Many vector database benchmarks concentrate exclusively on nearest neighbour search. However, these results may not accurately predict real-world performance, as implementing vector search involves much more than just nearest neighbour search. A typical search request involves the following stages:

Preprocessing: For instance, in image search, the image is downloaded and prepared for analysis.
Inference: This stage calculates the query embedding.
Nearest neighbour search: Here we retrieve the most similar documents based on a specified distance metric.
Ranking: The retrieved documents are further sorted based on a ranking function determined by index configuration and search parameters.
Post-processing: The final set of results is converted from the indexed format to the format suitable for user display.

The numbers in this benchmark represent the entire vector search process, as illustrated in the figure above, which includes full-context inference of 512 tokens to compute the query embedding.

Using the default configuration of Marqo 2 (i.e. efSearch not specified in the search request), we obtained the following results:

Metrics	Marqo 1	Marqo 2
Recall@10	0.81	0.97
Recall standard deviation	0.16	0.05
QPS	147.8	157.7
Avg. latency (ms)	171.98	72.11
P50 latency (ms)	170	70
P99 latency (ms)	250	140

As shown in the table above, Marqo 2 offers not just a 20% improvement in recall, but also a much lower recall standard deviation. The significant improvement to search result quality is achieved in addition to, not in spite of, an increase in QPS and a major reduction of search latency, with a 59% reduction in P50 latency and a 44% reduction in P99 latency.

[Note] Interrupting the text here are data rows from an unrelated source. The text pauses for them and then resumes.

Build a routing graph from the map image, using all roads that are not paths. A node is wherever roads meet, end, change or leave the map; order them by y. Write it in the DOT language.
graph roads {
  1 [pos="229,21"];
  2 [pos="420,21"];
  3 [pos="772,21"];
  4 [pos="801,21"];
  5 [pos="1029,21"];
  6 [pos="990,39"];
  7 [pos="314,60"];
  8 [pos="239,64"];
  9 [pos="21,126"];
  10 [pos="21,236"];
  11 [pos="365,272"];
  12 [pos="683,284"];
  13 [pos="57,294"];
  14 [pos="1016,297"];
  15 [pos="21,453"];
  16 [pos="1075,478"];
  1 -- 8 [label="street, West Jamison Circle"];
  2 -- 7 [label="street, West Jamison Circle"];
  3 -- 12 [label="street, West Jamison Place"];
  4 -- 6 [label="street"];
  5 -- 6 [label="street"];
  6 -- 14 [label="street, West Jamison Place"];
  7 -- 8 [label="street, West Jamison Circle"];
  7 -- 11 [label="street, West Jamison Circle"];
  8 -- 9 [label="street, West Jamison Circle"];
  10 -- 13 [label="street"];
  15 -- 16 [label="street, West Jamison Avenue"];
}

While a low median latency is a must for any production system, maintaining an acceptable level of standard deviation across different queries (i.e. low P90 and P99 latency) is often the biggest challenge. Specific combinations of query and filter string are often responsible for the occasional slow search results and such combinations tend to be impossible to predict in advance. To assess how Marqo 2 performs in such cases, we indexed an additional synthetic field with the value tag_70 for 70% of the documents, tag_20 for 20% of the documents and random values for the rest. As the tables below demonstrate, the latency gap between Marqo 1 and Marqo 2 grows even larger when searching with these filter values.

Filtering for tag_70

Metrics	Marqo 1	Marqo 2	Marqo 2 Improvemnt
Avg. latency (ms)	222.34	85.72	+61.4%
P50 latency (ms)	220	83	+62%
P99 latency (ms)	300	150	+50%

Filtering for tag_20

Metrics	Marqo 1	Marqo 2	Marqo 2 Improvement
Avg. latency (ms)	292.72	106.77	+60%
P50 latency (ms)	290	100	+65%
P99 latency (ms)	400	180	+55%

Deep dive

Structured index

At the core of Marqo 2 are structured indexes. A structured index requires all fields to be defined at index creation time (adding fields to an existing index will be supported in the future). A field definition consists of a name, a type (e.g., text, bool, int etc) and zero or more features. Possible field features are lexical_search, filter and score_modifier.

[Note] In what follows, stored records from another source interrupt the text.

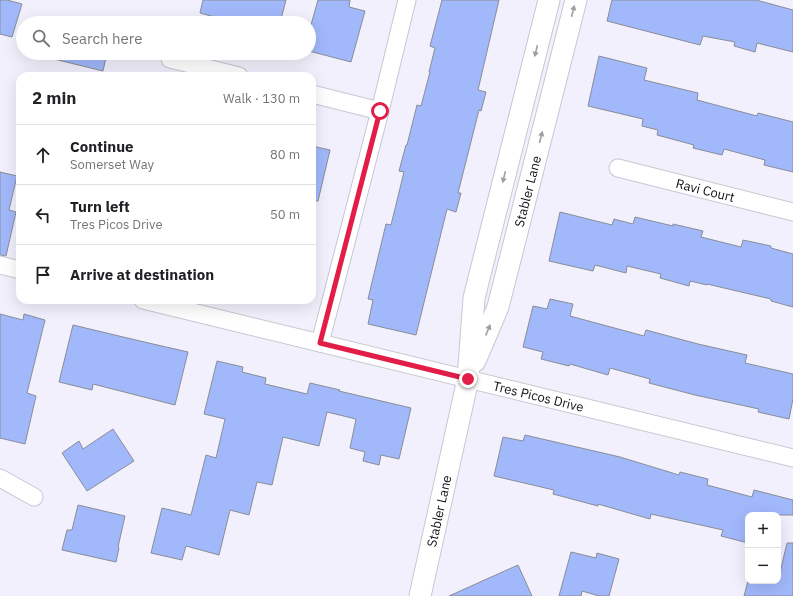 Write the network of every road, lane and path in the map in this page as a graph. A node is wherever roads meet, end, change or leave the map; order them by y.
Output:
1 (406, 0) edge
2 (549, 0) edge
3 (576, 0) edge
4 (174, 60) edge
5 (223, 72) edge
6 (316, 95) edge
7 (380, 111) junction
8 (618, 168) dead end
9 (793, 212) edge
10 (0, 265) edge
11 (16, 269) edge
12 (159, 304) edge
13 (320, 343) junction
14 (468, 379) junction
15 (793, 458) edge
16 (0, 478) edge
17 (34, 497) dead end
18 (420, 596) edge

1 - 7 street
2 -> 14 street, Stabler Lane
14 -> 3 street, Stabler Lane
4 - 5 street
6 - 7 street
7 - 13 street
8 - 9 street, Ravi Court
10 - 11 street
12 - 13 street, Tres Picos Drive
13 - 14 street, Tres Picos Drive
14 - 15 street, Tres Picos Drive
14 - 18 street, Stabler Lane
16 - 17 street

This predefined configuration allows Marqo to design the underlying Vespa schema in the most optimal manner as the index configuration tells Marqo both what will be stored and, more importantly, how the stored data will be queried. The latter is determined by field features and affects the data structures used for a field.

The lexical_search feature makes a text or text array field available for lexical search by creating an inverted index enabled for BM25 ranking.
The filter feature creates an in-memory B-tree index that enables fast exact and range filtering for the field. The index is further optimised for filtering by storing a bit vector posting list.
score_modifier feature makes a numeric field available as a score modifier at search time by adding it to the score modifiers tensor.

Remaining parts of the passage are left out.